GIVEN ENTRIES —
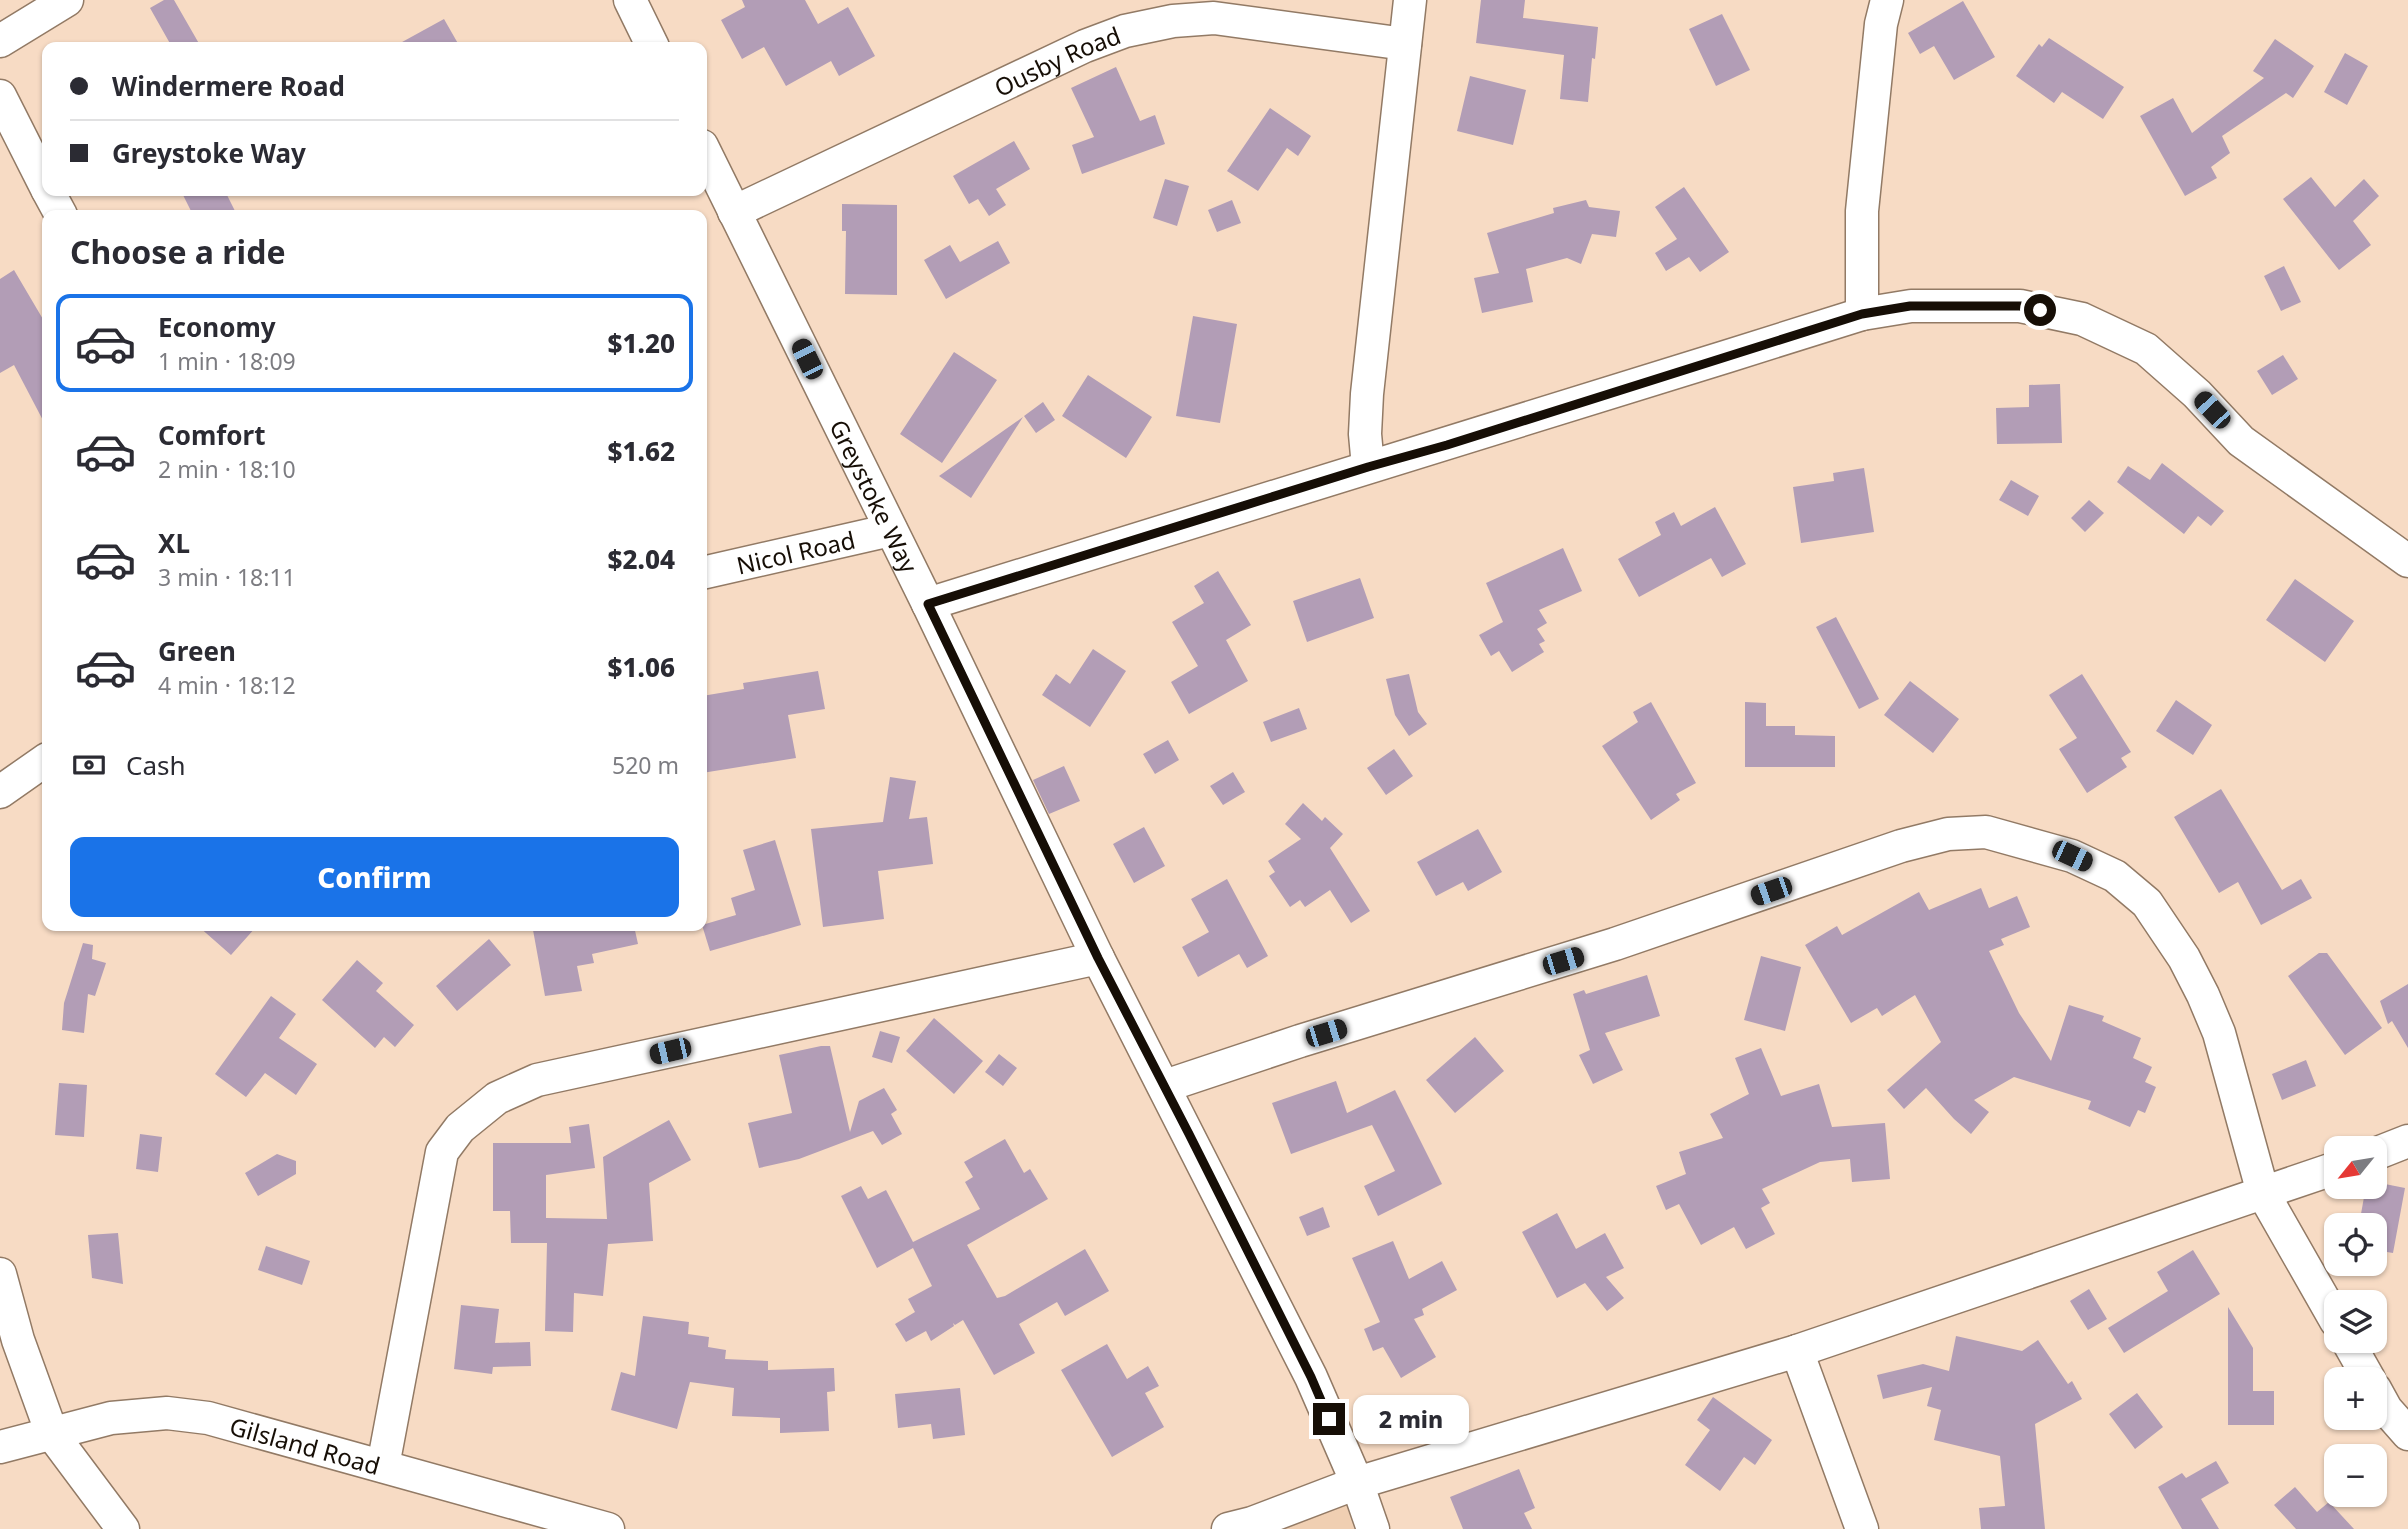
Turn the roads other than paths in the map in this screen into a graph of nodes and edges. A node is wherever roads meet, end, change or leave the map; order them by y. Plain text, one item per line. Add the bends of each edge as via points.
1 (67, 0) edge
2 (630, 0) edge
3 (1410, 0) edge
4 (1887, 0) edge
5 (0, 41) edge
6 (651, 42) edge
7 (1405, 44) junction
8 (0, 96) edge
9 (707, 156) edge
10 (42, 178) edge
11 (734, 212) junction
12 (1862, 314) junction
13 (1368, 467) junction
14 (891, 530) junction
15 (2408, 561) edge
16 (707, 572) edge
17 (928, 604) junction
18 (42, 763) edge
19 (0, 792) edge
20 (1098, 958) junction
21 (1165, 1086) junction
22 (2408, 1141) edge
23 (2387, 1149) edge
24 (2324, 1172) edge
25 (2263, 1193) junction
26 (0, 1274) edge
27 (2324, 1300) edge
28 (1797, 1351) junction
29 (2387, 1410) edge
30 (52, 1434) junction
31 (2408, 1434) edge
32 (0, 1447) edge
33 (383, 1466) junction
34 (1357, 1483) junction
35 (1245, 1527) edge
36 (123, 1529) edge
37 (608, 1529) edge
38 (1373, 1529) edge
39 (1862, 1529) edge

1 - 5 street
2 - 6 street
3 - 7 street
4 - 12 street via 1862,211
7 - 11 street, Ousby Road via 1214,18 1173,20 1125,31
7 - 13 street via 1367,394
8 - 10 street
9 - 11 street, Greystoke Way
11 - 14 street, Greystoke Way
12 - 13 street
12 - 15 street via 1910,306 2020,306 2082,319 2146,349 2241,441
13 - 17 street
14 - 16 street, Nicol Road
14 - 17 street, Greystoke Way
17 - 20 street, Greystoke Way
18 - 19 street
20 - 21 street, Greystoke Way
20 - 33 street via 537,1080 496,1098 460,1128 442,1152
21 - 25 street via 1615,944 1901,846 1948,834 1986,832 2072,856 2115,876 2147,903 2184,958 2219,1033
21 - 34 street, Greystoke Way via 1311,1377
22 - 23 street
24 - 25 street
25 - 27 street
25 - 28 street
26 - 30 street
28 - 34 street
28 - 39 street
29 - 31 street
30 - 32 street, Gilsland Road
30 - 33 street, Gilsland Road via 111,1418 167,1413 208,1418
30 - 36 street
33 - 37 street, Gilsland Road
34 - 35 street
34 - 38 street, Greystoke Way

GOAL OF THE EXERCISE —
With the pictures removed, return each record above exactly as given.

SOLUTION —
Turn the roads other than paths in the map in this screen into a graph of nodes and edges. A node is wherever roads meet, end, change or leave the map; order them by y. Plain text, one item per line. Add the bends of each edge as via points.
1 (67, 0) edge
2 (630, 0) edge
3 (1410, 0) edge
4 (1887, 0) edge
5 (0, 41) edge
6 (651, 42) edge
7 (1405, 44) junction
8 (0, 96) edge
9 (707, 156) edge
10 (42, 178) edge
11 (734, 212) junction
12 (1862, 314) junction
13 (1368, 467) junction
14 (891, 530) junction
15 (2408, 561) edge
16 (707, 572) edge
17 (928, 604) junction
18 (42, 763) edge
19 (0, 792) edge
20 (1098, 958) junction
21 (1165, 1086) junction
22 (2408, 1141) edge
23 (2387, 1149) edge
24 (2324, 1172) edge
25 (2263, 1193) junction
26 (0, 1274) edge
27 (2324, 1300) edge
28 (1797, 1351) junction
29 (2387, 1410) edge
30 (52, 1434) junction
31 (2408, 1434) edge
32 (0, 1447) edge
33 (383, 1466) junction
34 (1357, 1483) junction
35 (1245, 1527) edge
36 (123, 1529) edge
37 (608, 1529) edge
38 (1373, 1529) edge
39 (1862, 1529) edge

1 - 5 street
2 - 6 street
3 - 7 street
4 - 12 street via 1862,211
7 - 11 street, Ousby Road via 1214,18 1173,20 1125,31
7 - 13 street via 1367,394
8 - 10 street
9 - 11 street, Greystoke Way
11 - 14 street, Greystoke Way
12 - 13 street
12 - 15 street via 1910,306 2020,306 2082,319 2146,349 2241,441
13 - 17 street
14 - 16 street, Nicol Road
14 - 17 street, Greystoke Way
17 - 20 street, Greystoke Way
18 - 19 street
20 - 21 street, Greystoke Way
20 - 33 street via 537,1080 496,1098 460,1128 442,1152
21 - 25 street via 1615,944 1901,846 1948,834 1986,832 2072,856 2115,876 2147,903 2184,958 2219,1033
21 - 34 street, Greystoke Way via 1311,1377
22 - 23 street
24 - 25 street
25 - 27 street
25 - 28 street
26 - 30 street
28 - 34 street
28 - 39 street
29 - 31 street
30 - 32 street, Gilsland Road
30 - 33 street, Gilsland Road via 111,1418 167,1413 208,1418
30 - 36 street
33 - 37 street, Gilsland Road
34 - 35 street
34 - 38 street, Greystoke Way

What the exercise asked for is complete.